Kentucky voters to determine if state constitution will declare there's no right to abortion

Pro-life, Kentucky
Pro-life leaders gathered Wednesday, April 7, 2021, to express support for an amendment to the Kentucky state constitution that would clarify that abortion is not a protected right. |

Voters in Kentucky will consider a state constitutional amendment declaring there is no right to an abortion when they go to the polls for the 2022 midterm elections.

Last week, the Kentucky legislature passed House Bill 91, which put a proposal on the Nov. 8, 2022 ballot to add an amendment to the state constitution denying that abortion is a protected right in the state. 

“To protect human life, nothing in this Constitution shall be construed to secure or protect a right to abortion or require the funding of abortion,” reads the proposed language.

If the measure is approved by voters next year, Kentucky will be the fifth state to amend its constitution in such a way, joining Alabama, Louisiana, Tennessee and West Virginia.

Addia Wuchner, executive director of the Kentucky Right to Life Association, told The Christian Post that her organization supports the proposed amendment since it leaves legislative abortion debates to “the duly elected representatives of the people” rather than “rogue judges.”  

Critics of the measure include Jackie McGranahan, policy strategist with the American Civil Liberties Union's Kentucky chapter. She denounced the measure in a statement last week.

“The General Assembly will stop at nothing to push constitutionally-protected abortion care entirely out of reach, even for people whose lives depend on it,” said McGranahan.

“Passing such extreme legislation shows Kentucky lawmakers want to force their constituents to remain pregnant against their will, even if they are victims and survivors of rape or incest.”

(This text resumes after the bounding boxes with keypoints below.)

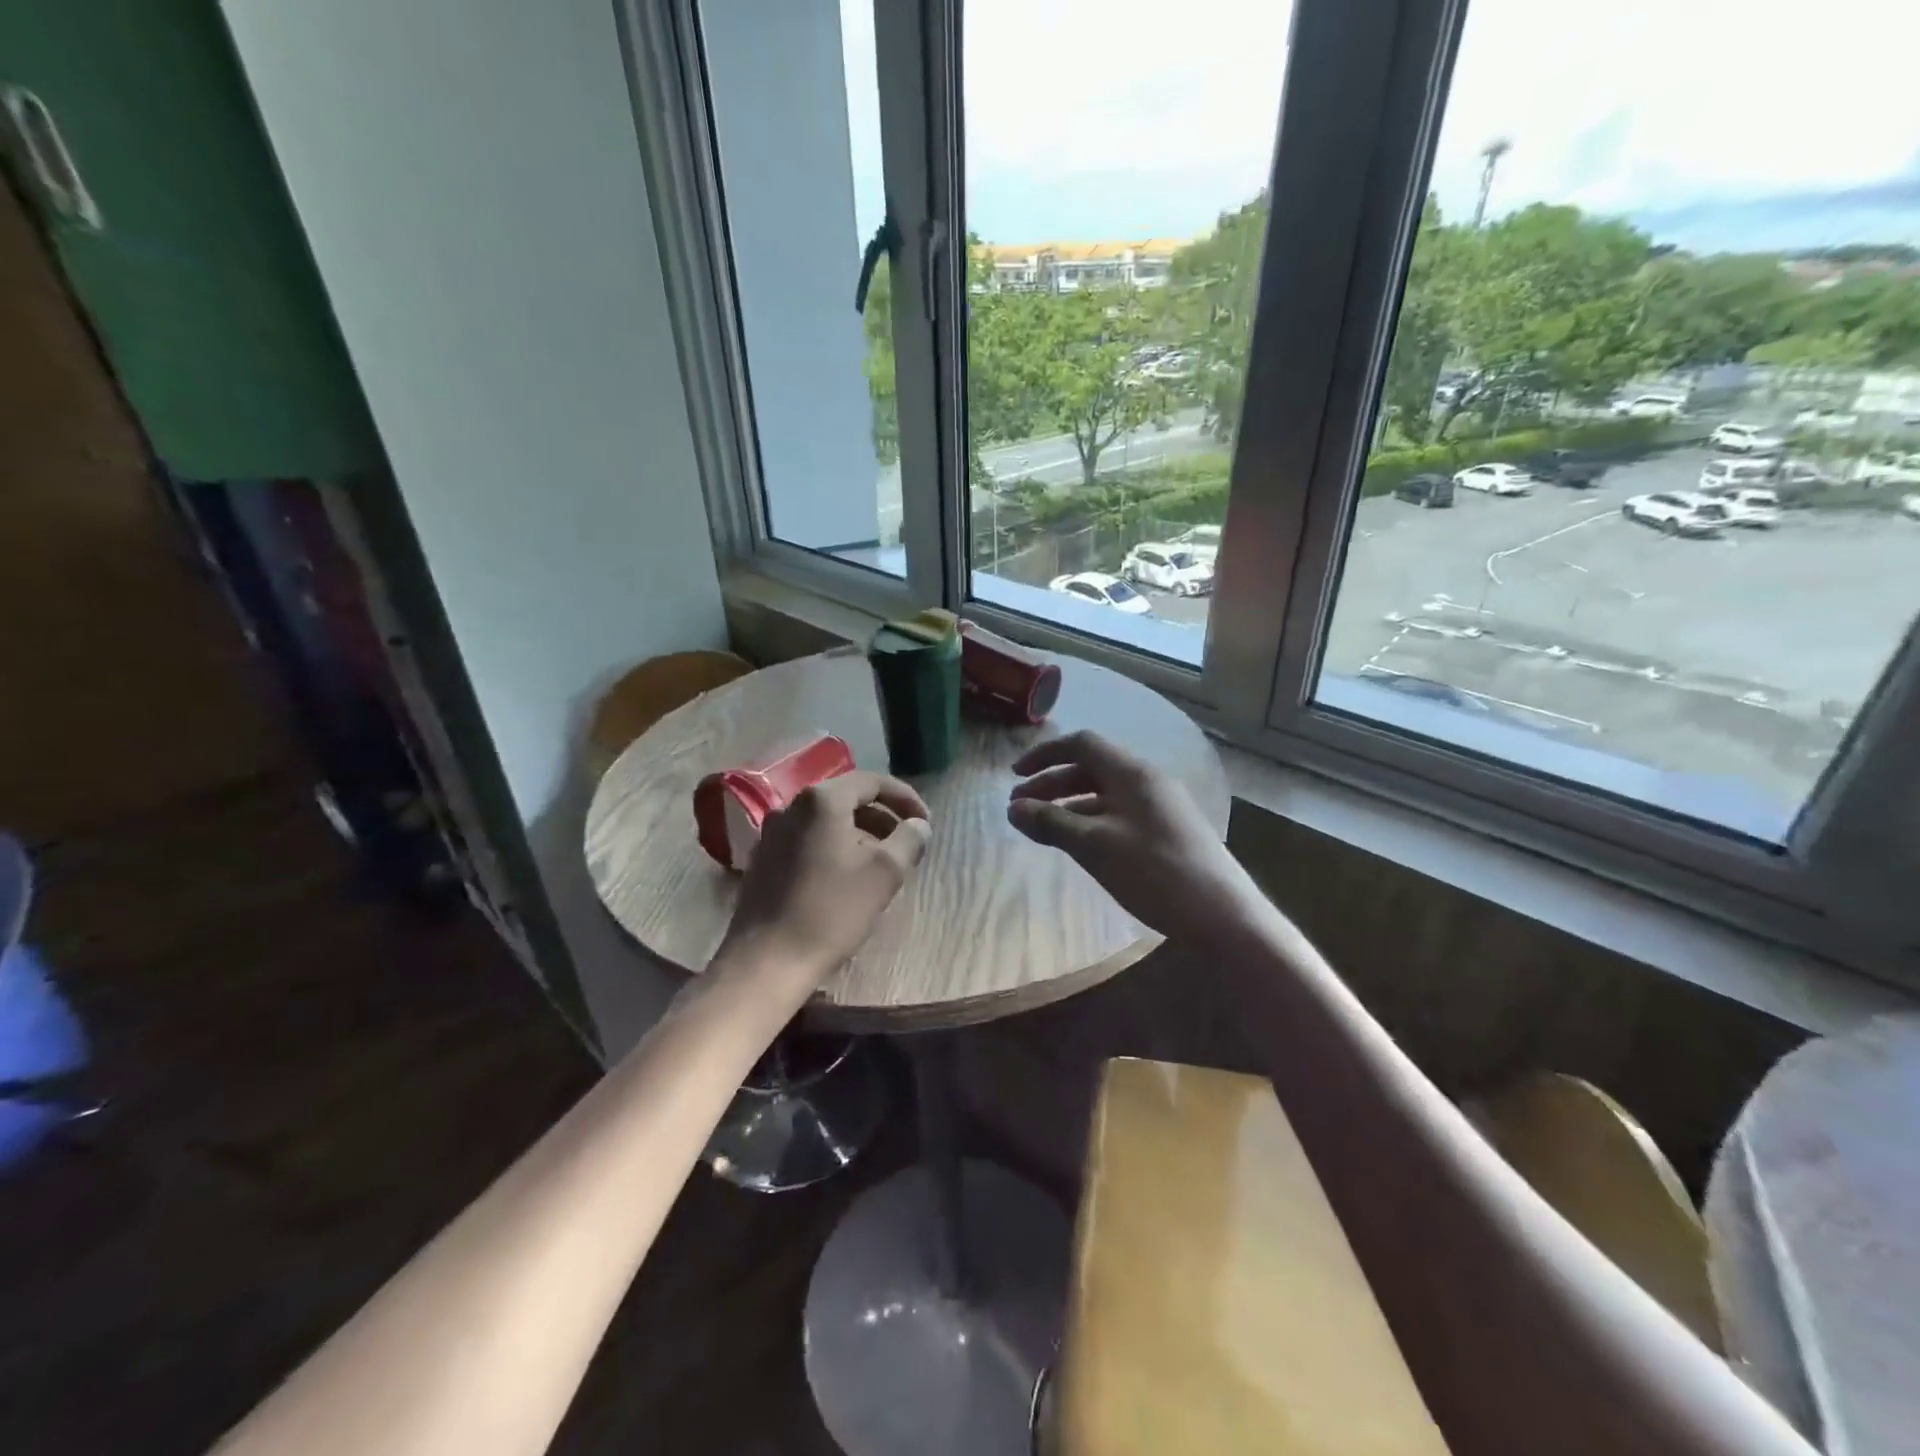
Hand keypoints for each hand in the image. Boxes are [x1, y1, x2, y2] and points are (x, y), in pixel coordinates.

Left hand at [719, 771, 931, 986]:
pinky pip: (807, 840)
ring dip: (859, 834)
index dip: (905, 798)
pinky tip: (846, 878)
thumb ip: (908, 840)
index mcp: (822, 801)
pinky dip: (833, 848)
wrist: (766, 960)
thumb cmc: (831, 911)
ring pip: (826, 821)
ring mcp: (772, 833)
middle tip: (907, 842)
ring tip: (881, 862)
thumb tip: (918, 825)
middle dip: (882, 817)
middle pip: (847, 799)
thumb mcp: (884, 874)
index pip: (872, 782)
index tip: (925, 822)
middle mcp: (792, 806)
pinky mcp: (762, 859)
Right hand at [1007, 730, 1267, 944]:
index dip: (1044, 755)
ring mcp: (1159, 804)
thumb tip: (1013, 809)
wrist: (1223, 914)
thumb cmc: (1155, 873)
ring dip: (1068, 804)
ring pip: (1103, 792)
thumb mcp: (1095, 847)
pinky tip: (1077, 843)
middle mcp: (1147, 779)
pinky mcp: (1166, 829)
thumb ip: (1052, 823)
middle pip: (1091, 767)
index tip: (1014, 776)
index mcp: (1132, 772)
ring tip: (1040, 827)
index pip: (1082, 744)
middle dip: (1051, 783)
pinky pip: (1118, 812)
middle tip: (1019, 808)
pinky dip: (1090, 820)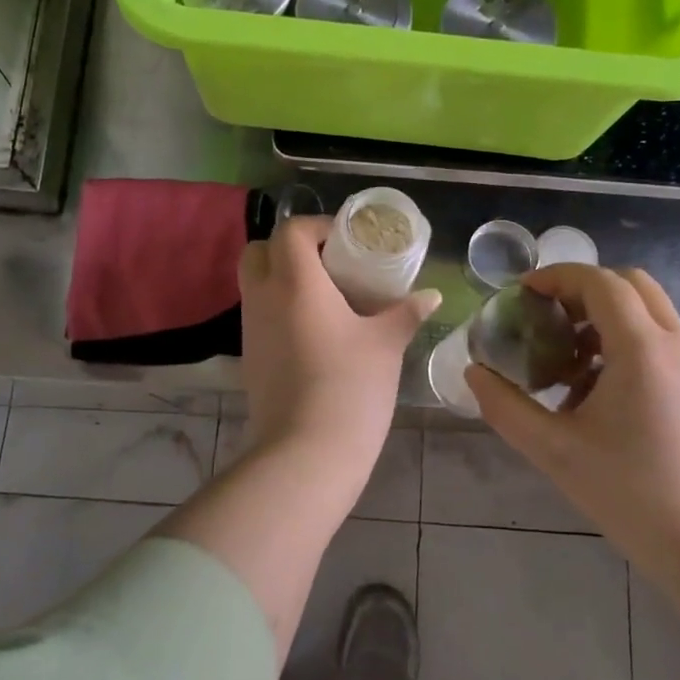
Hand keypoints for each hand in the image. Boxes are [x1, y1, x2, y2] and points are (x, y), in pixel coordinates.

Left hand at [239, 216, 440, 459]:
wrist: (306, 452)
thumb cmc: (350, 386)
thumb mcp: (386, 345)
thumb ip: (406, 313)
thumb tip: (431, 295)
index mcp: (295, 282)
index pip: (291, 230)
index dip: (317, 227)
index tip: (347, 242)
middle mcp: (263, 297)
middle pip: (260, 250)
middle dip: (290, 248)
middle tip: (328, 264)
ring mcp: (250, 329)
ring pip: (254, 283)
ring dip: (282, 278)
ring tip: (325, 298)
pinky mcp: (249, 357)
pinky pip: (258, 314)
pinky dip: (278, 308)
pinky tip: (313, 332)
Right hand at [465, 264, 679, 578]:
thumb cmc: (631, 496)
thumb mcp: (554, 451)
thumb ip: (505, 406)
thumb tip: (474, 373)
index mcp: (642, 349)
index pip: (599, 281)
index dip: (556, 277)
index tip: (521, 294)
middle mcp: (675, 344)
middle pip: (629, 283)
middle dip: (581, 290)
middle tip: (546, 318)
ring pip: (646, 310)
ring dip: (602, 317)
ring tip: (566, 362)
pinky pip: (658, 339)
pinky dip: (622, 341)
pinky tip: (595, 391)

Claiming that the measure, if approved, could “cost lives,” McGranahan went on to promise that the “ACLU of Kentucky will continue to work to defend Kentuckians’ reproductive freedom.”

Wuchner explained to CP that the idea claimed by some pro-choice activists that the amendment would ban abortion is a “fallacy” and “totally not true.”

HB 91 sponsor Rep. Joseph Fischer told a Senate committee that the amendment would not prohibit the legislature from hypothetically passing pro-choice laws but would prohibit judges from saying that abortion is legal in Kentucky, according to The Lexington Herald-Leader.

Regarding the likelihood of it passing, Wuchner told CP that she felt “very hopeful and very positive” about the outcome, adding that “Kentucky is a right-to-life family values state.”

“And you can see that by those that they send to Frankfurt to represent them in the General Assembly,” she contended, referring to the fact that the state legislature is overwhelmingly Republican.